The Indian government has imposed a slew of restrictions on short selling, including requiring institutional investors to notify the stock exchange of planned trades before they executed and requiring retail counterparts to close positions every day. They also enforce the widely supported global ban on naked shorts, the practice of selling shares without first borrowing them.

Shorting the Adani Group also comes with particular difficulties. The Indian-listed entities all have a relatively low free float and few institutional investors, which means there is a scarcity of shares for short sellers to borrow, and they are therefore more expensive. Founders and controlling shareholders hold at least 60% in nine of the 10 stocks, data compiled by Bloomberg Intelligence show.
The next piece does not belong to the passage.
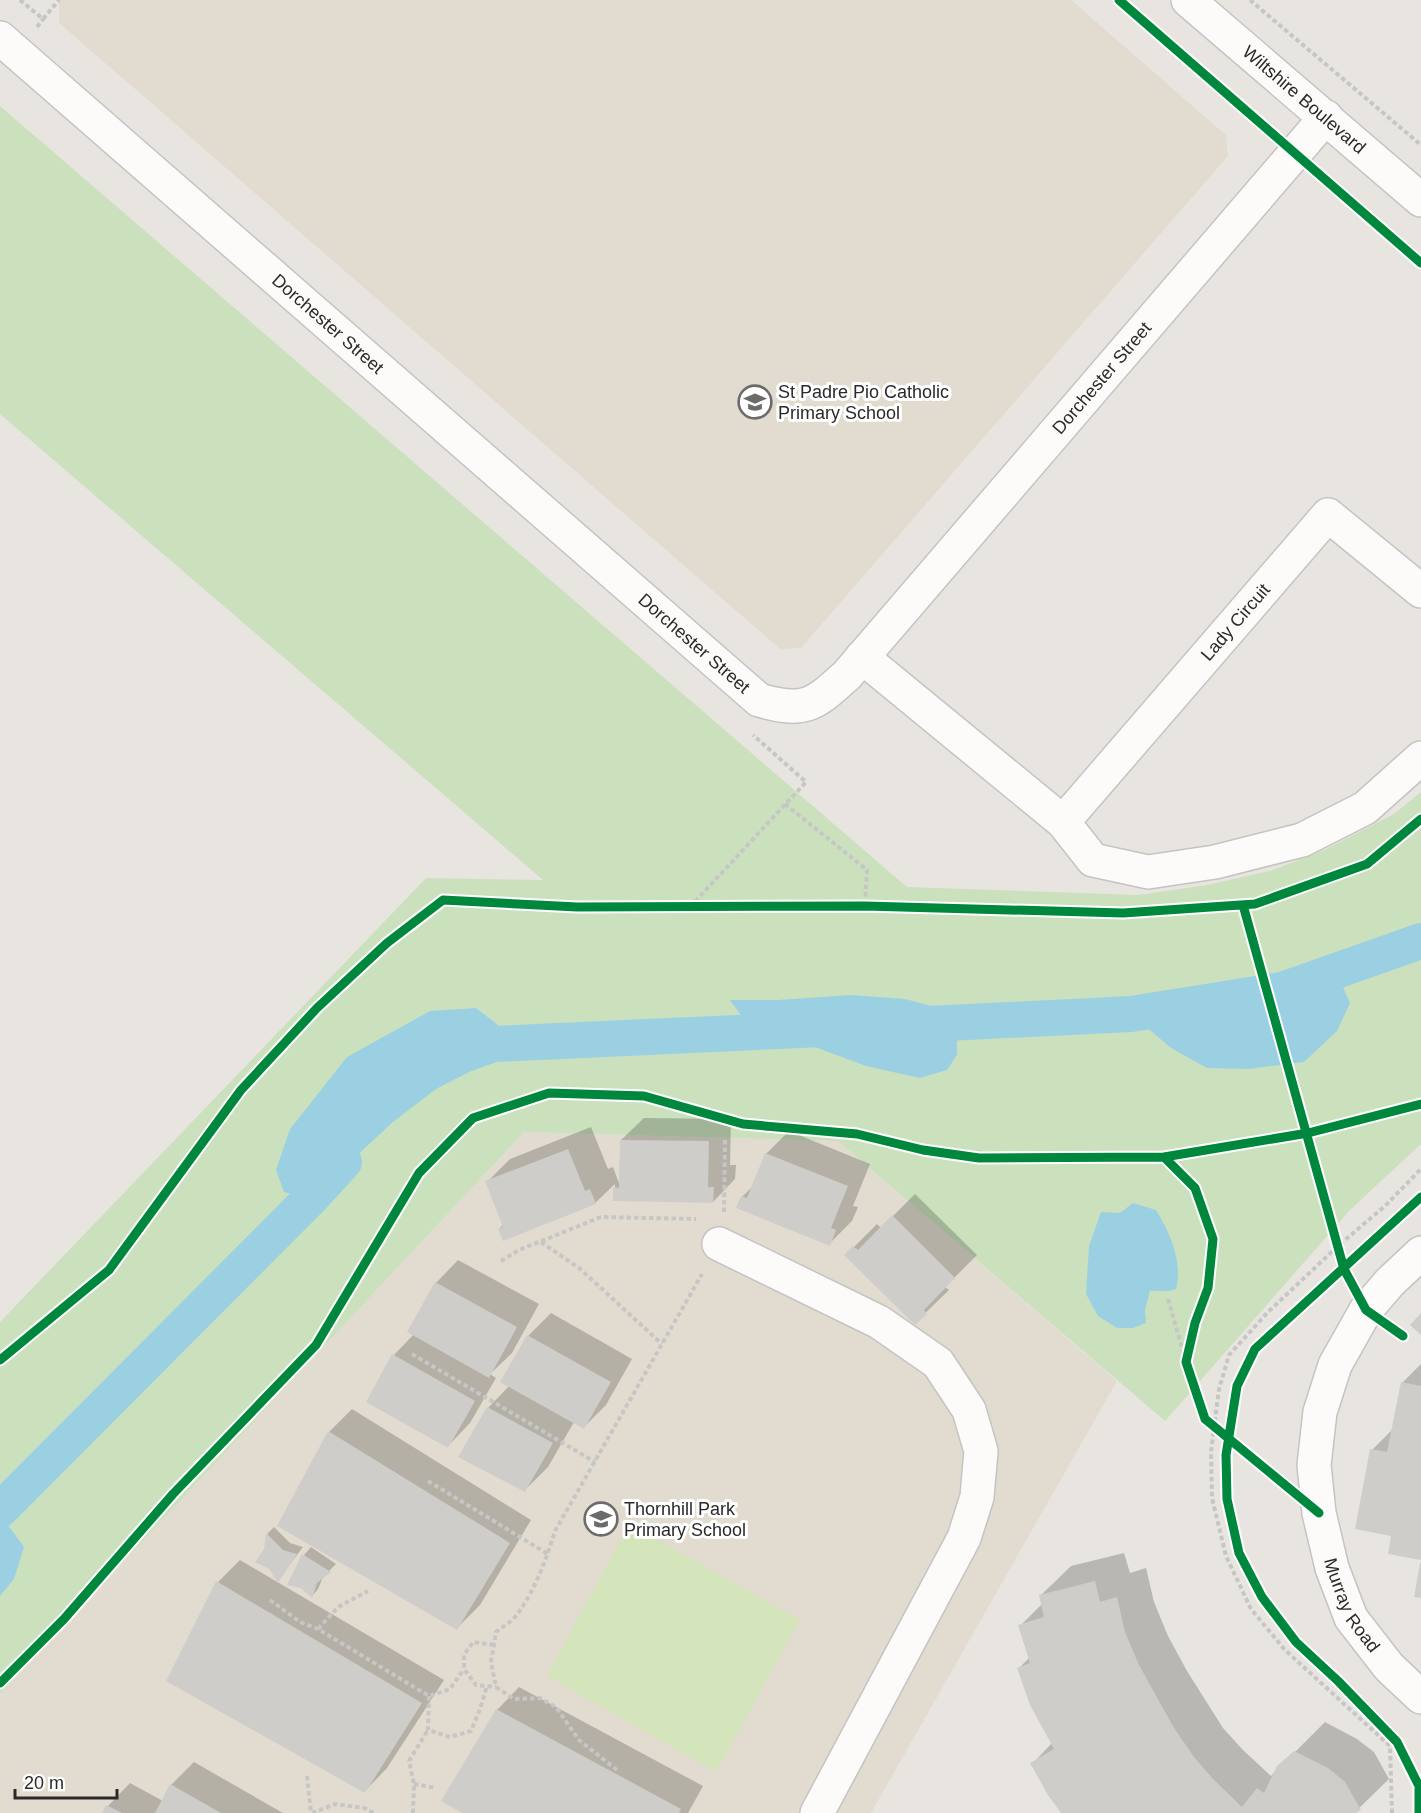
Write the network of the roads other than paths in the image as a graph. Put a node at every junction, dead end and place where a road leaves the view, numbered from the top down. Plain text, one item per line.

The fact that there was little short selling of Adani shares meant there was hardly any short covering that would normally limit a stock’s downside.

“The delicious irony is that shares of Adani companies are tanking hard or limited down partly because India makes it so hard to short in the first place,” short-selling specialist Scorpion Capital Partners said last week in a tweet. There was “no one to step in on the other side,” it said.

Hindenburg made clear in the disclosure of its report that its positions were all offshore. The shorts on the Adani Group’s companies held through U.S.-traded bonds and non-Indian traded derivatives, it said. The short seller declined to comment on its decision to use offshore instruments, when contacted by Bloomberg.

Theoretically, the potential gains are enormous. A trader who sold $1 million Adani Enterprises Ltd. shares at the open on Feb. 1 and bought them back. After the record 28% plunge would have made about $280,000, excluding fees and transaction costs according to Bloomberg calculations.

Shorting Adani Group shares is far more costly than betting against some of its Indian peers.